I followed the document to set up Autherize.net , i am getting the following error on my console when Autherize.net calls back my relay URL (POST Method) even though i have excluded this URL from CsrfFilter as suggested in the document.

[url]docs.broadleafcommerce.org/current/Authorize.net-Quick-Start.html[/url]

[artifact:mvn] org.broadleafcommerce.common.exception.ServiceException: XSRF token mismatch (null). Session may be expired.
[artifact:mvn] at org.broadleafcommerce.common.security.service.ExploitProtectionServiceImpl.compareToken(ExploitProtectionServiceImpl.java:107)

Second thing is , at the same time i am getting the below message in the browser

"An error occurred while trying to report this transaction to the merchant. An e-mail has been sent to the merchant informing them of the error. The following is the result of the attempt to charge your credit card.

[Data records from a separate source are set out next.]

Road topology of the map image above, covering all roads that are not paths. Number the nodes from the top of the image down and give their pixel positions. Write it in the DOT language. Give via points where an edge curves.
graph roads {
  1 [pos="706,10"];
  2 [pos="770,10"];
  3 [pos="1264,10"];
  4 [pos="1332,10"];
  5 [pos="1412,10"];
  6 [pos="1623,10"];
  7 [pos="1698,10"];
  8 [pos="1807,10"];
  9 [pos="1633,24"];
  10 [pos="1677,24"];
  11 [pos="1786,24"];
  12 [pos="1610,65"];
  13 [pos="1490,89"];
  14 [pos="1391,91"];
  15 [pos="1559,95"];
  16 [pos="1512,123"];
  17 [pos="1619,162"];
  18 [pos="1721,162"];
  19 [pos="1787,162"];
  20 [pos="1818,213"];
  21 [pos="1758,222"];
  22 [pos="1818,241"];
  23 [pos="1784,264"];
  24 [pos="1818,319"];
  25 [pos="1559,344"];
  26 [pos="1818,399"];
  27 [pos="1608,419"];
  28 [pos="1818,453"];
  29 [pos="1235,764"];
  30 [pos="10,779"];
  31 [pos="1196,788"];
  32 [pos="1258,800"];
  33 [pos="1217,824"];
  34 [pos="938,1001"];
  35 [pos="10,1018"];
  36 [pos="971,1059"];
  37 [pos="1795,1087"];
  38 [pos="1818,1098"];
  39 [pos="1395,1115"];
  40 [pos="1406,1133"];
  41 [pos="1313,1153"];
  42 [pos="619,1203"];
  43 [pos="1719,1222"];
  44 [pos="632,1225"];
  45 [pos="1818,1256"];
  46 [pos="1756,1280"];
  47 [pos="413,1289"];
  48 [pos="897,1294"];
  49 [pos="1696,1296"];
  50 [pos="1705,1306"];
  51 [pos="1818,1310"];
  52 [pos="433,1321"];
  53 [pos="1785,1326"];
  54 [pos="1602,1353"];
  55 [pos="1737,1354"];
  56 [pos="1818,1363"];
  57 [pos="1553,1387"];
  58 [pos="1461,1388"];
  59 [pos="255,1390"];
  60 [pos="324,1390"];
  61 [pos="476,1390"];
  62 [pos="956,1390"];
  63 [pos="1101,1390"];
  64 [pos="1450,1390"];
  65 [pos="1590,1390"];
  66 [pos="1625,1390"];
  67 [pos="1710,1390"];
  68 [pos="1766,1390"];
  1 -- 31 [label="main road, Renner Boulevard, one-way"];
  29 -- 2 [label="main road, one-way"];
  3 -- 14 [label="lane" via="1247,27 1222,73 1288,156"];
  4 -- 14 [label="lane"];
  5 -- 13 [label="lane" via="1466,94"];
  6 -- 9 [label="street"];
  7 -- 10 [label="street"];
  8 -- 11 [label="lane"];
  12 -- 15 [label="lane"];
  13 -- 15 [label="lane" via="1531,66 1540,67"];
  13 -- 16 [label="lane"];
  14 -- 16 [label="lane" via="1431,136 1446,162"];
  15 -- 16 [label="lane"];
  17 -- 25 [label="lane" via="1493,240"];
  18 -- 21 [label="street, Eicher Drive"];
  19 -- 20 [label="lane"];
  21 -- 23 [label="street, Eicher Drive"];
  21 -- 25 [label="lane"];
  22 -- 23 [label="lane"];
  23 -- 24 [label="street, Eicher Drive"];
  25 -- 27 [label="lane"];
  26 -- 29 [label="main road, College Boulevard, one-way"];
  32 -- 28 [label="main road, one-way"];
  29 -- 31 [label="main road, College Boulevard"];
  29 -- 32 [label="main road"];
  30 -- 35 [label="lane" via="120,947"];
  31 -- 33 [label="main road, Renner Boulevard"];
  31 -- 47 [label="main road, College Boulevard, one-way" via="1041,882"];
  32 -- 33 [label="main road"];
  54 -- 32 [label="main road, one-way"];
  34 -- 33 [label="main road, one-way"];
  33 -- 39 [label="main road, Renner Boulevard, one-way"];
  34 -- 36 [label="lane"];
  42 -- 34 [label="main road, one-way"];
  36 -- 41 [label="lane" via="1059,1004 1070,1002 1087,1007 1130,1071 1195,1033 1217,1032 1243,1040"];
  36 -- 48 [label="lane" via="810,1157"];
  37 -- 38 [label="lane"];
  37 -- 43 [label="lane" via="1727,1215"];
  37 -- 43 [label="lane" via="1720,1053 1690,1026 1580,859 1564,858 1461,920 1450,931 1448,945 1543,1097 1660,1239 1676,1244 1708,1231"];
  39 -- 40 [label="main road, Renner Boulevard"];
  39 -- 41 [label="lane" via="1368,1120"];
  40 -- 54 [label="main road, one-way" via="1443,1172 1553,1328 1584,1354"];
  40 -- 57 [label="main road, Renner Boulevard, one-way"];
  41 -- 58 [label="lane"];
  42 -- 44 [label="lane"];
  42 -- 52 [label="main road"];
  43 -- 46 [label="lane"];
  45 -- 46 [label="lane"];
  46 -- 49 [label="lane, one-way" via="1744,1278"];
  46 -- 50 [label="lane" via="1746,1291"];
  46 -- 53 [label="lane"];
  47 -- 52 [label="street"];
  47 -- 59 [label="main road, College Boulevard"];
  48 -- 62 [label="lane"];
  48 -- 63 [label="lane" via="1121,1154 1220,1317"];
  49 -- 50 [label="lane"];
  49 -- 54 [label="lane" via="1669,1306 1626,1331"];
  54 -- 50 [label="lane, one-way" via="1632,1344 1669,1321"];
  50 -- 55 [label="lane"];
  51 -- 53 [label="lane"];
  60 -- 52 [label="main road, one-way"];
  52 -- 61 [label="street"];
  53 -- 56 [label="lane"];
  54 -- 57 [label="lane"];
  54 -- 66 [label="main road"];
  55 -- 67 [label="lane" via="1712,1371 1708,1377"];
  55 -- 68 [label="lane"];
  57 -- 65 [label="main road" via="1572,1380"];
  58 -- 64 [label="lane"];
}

This transaction has been approved.

It is advisable for you to contact the merchant to verify that you will receive the product or service."

Please help anyone,
Thanks,

Set a breakpoint in CsrfFilter.java. What is in the excludedRequestPatterns property? Compare what is in this list to what you have defined in your properties file for authorizenet.relay.response.url.

Hi Phillip,
Thanks for your quick reply. As you suggested i debugged the csrfFilter.java and solved my problem. I have successfully integrated Autherize.net test account in my site.

Note:
I made one change to make it happen.
<bean id="blCsrfFilter" class="org.broadleafcommerce.common.security.handler.CsrfFilter">
<property name="excludedRequestPatterns">
<list>
<value>${authorizenet.relay.response.url}</value>
</list>
</property>
</bean>

Instead of ${authorizenet.relay.response.url} i directly hardcoded value as /checkout/process

Thanks,
Vel